O importante nesta história é que os microRNAs constituem mais um mecanismo de regulação da expressão gênica. Mais uma forma de se controlar com especificidade quando, onde e com que intensidade os genes são expressos. A importância evolutiva destes mecanismos refinados de controle da expressão gênica eu já discuti um pouco por aqui antes. A meu ver, no entanto, mais importante que saber quando um determinado gene é expresso, ou não, é identificar e entender que mecanismos o regulam. Entendendo-se esta mecânica e toda a sucessão de eventos moleculares envolvidas poderíamos, dadas as circunstâncias, prever como os genes se comportariam e com isso ter uma idéia das conseqüências, dos efeitos biológicos das mais diversas “circunstâncias”: doenças, estresse térmico, oxidativo, exposição a poluentes, drogas e fármacos, etc.

Colocado assim, talvez pareça simples, mas não é. Os genes são muitos e, para a maioria das espécies, os seqüenciados são poucos. E se não conhecemos os genes, como estudá-los? As circunstâncias são infinitas. Os mecanismos de regulação gênica também parecem ser muitos e complexos. Mas o que me chamou atenção nos microRNAs é que um mesmo microRNA pode regular a expressão de vários genes alvo, assim como fatores de transcrição regulam um grupo de genes, e assim influenciar diferentes vias simultaneamente. Cada via de regulação gênica tem como alvo um grupo de genes correlacionados que se comportam da mesma forma, dada uma certa circunstância. Os genes, por sua vez, podem estar sujeitos a regulação por diferentes vias e, portanto, podem fazer parte de diferentes grupos, dependendo das circunstâncias.
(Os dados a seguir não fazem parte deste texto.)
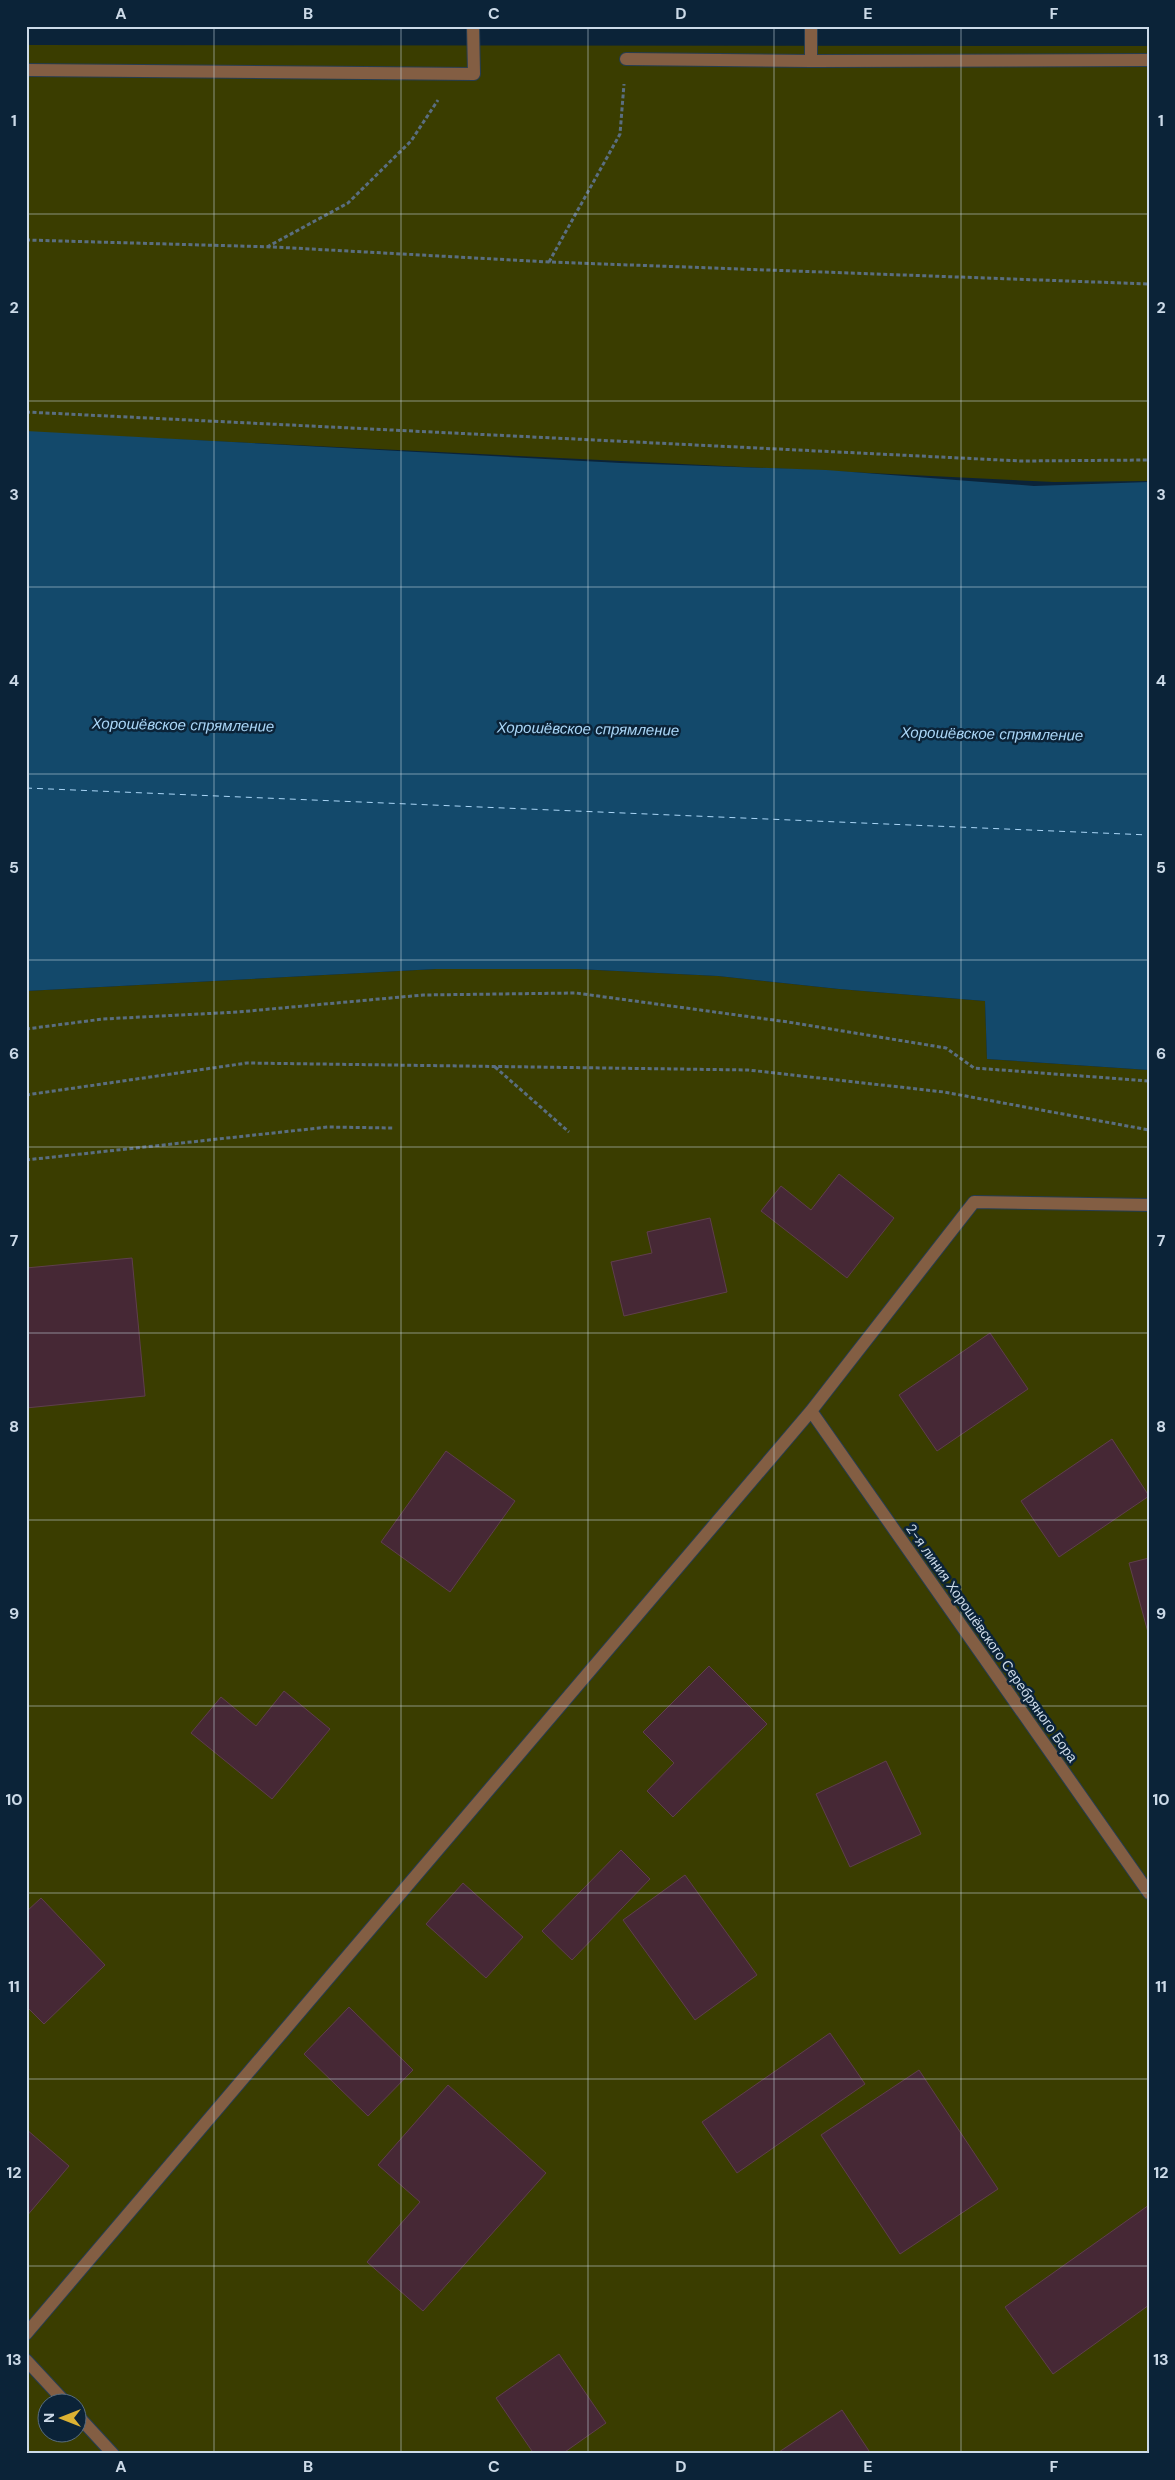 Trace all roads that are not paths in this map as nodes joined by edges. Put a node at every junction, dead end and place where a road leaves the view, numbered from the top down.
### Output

O que eu concluo disso tudo, que pode já ser óbvio para muitos, é que é importante e mais fácil primeiramente estudar os elementos chaves desta rede de vias de regulação gênica. E, acredito, que os microRNAs sejam um elemento chave importante e que até então era ignorado. Por exemplo, resolvi escrever este post quando estava lendo um paper que descrevia a identificação de novos microRNAs induzidos por metais pesados em arroz e também os possíveis alvos destes microRNAs (Huang et al, 2008). Então, acho que é mais parcimonioso avaliar o nível de expressão de um destes microRNAs (e por tabela dos seus genes alvo) do que olhar para cada um dos genes sujeitos a sua regulação...É claro, atualmente, existe a técnica de microarrays, que possibilita avaliar a expressão de milhares de genes e inclusive já vi trabalhos de microarray para microRNAs. No entanto, esta técnica ainda é muito cara e não está disponível para a maioria dos laboratórios. Então, para quem só possa fazer um PCR quantitativo ou semi quantitativo ou northen blot, avaliar a expressão de um só microRNA pode significar acessar a informações sobre os níveis de expressão gênica de muitos outros genes.

Além disso, a regulação por microRNAs parece ser bem comum (no genoma humano, já foram identificados 462 microRNAs e estima-se que este número chegue a 1000) e até pouco tempo não era nem considerada! É mais uma forma de regular a expressão dos genes e a nível pós transcricional, o que significa, por exemplo, que, ao menos em animais onde a tradução é apenas bloqueada pelos microRNAs, esta regulação não seria detectada por técnicas que avaliam os níveis de mRNA.

...talvez tenha sido um pouco confusa neste post! Isso que dá meses sem postar.